BACKGROUND

Low-intensity pulsed ultrasound (LIPUS) is an effective therapy for craniofacial bone regeneration. Paracrine signaling from mesenchymal stem cells (MSCs) plays a critical role in bone repair, but the impact of LIPUS on MSC-derived secretome remains unclear. This study investigates whether LIPUS enhances the osteogenic and angiogenic potential of MSCs through modulation of growth factor secretion.

METHODS

Bone marrow-derived MSCs (BMSCs) were treated with or without LIPUS to generate conditioned media (LIPUS-CM and Ctrl-CM). Concentrations of IGF-1, VEGF, and TGF-β were quantified. These media were applied to other BMSCs and rat aortic endothelial cells (RAOECs). In vitro assays evaluated cell proliferation, migration, osteogenic differentiation, and angiogenesis.

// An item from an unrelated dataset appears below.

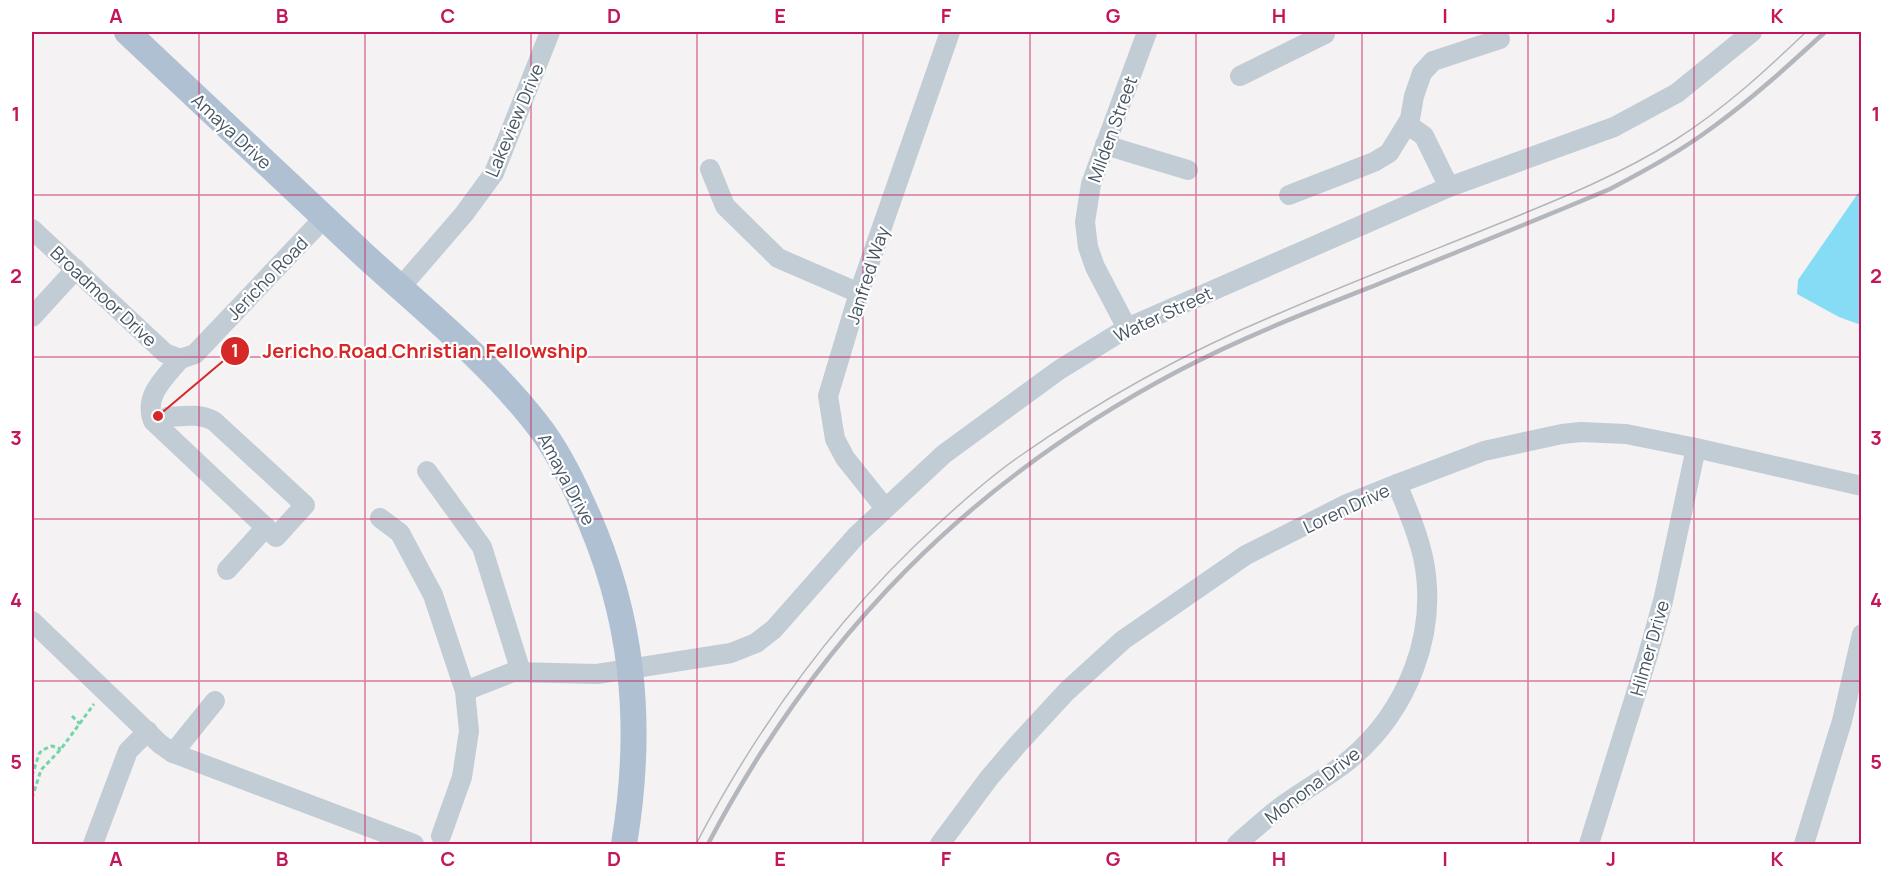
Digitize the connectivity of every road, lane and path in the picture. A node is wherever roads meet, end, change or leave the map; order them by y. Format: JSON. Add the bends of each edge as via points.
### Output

Data were analyzed using GraphPad and Image J, with significance set at α = 0.05.

RESULTS

LIPUS significantly upregulated IGF-1 and VEGF secretion in BMSCs, while TGF-β levels remained unchanged. RAOECs cultured in LIPUS-CM demonstrated enhanced proliferation, migration, and angiogenic capacity. Likewise, BMSCs cultured in LIPUS-CM showed improved proliferation, migration, and osteogenic differentiation compared to the Ctrl-CM group.

CONCLUSION

LIPUS promotes osteogenic differentiation of BMSCs and angiogenesis in RAOECs through the paracrine signaling of BMSCs, at least by increasing IGF-1 and VEGF secretion. This suggests that LIPUS can regulate the secretome of BMSCs and may serve as a key mechanism in promoting bone tissue regeneration.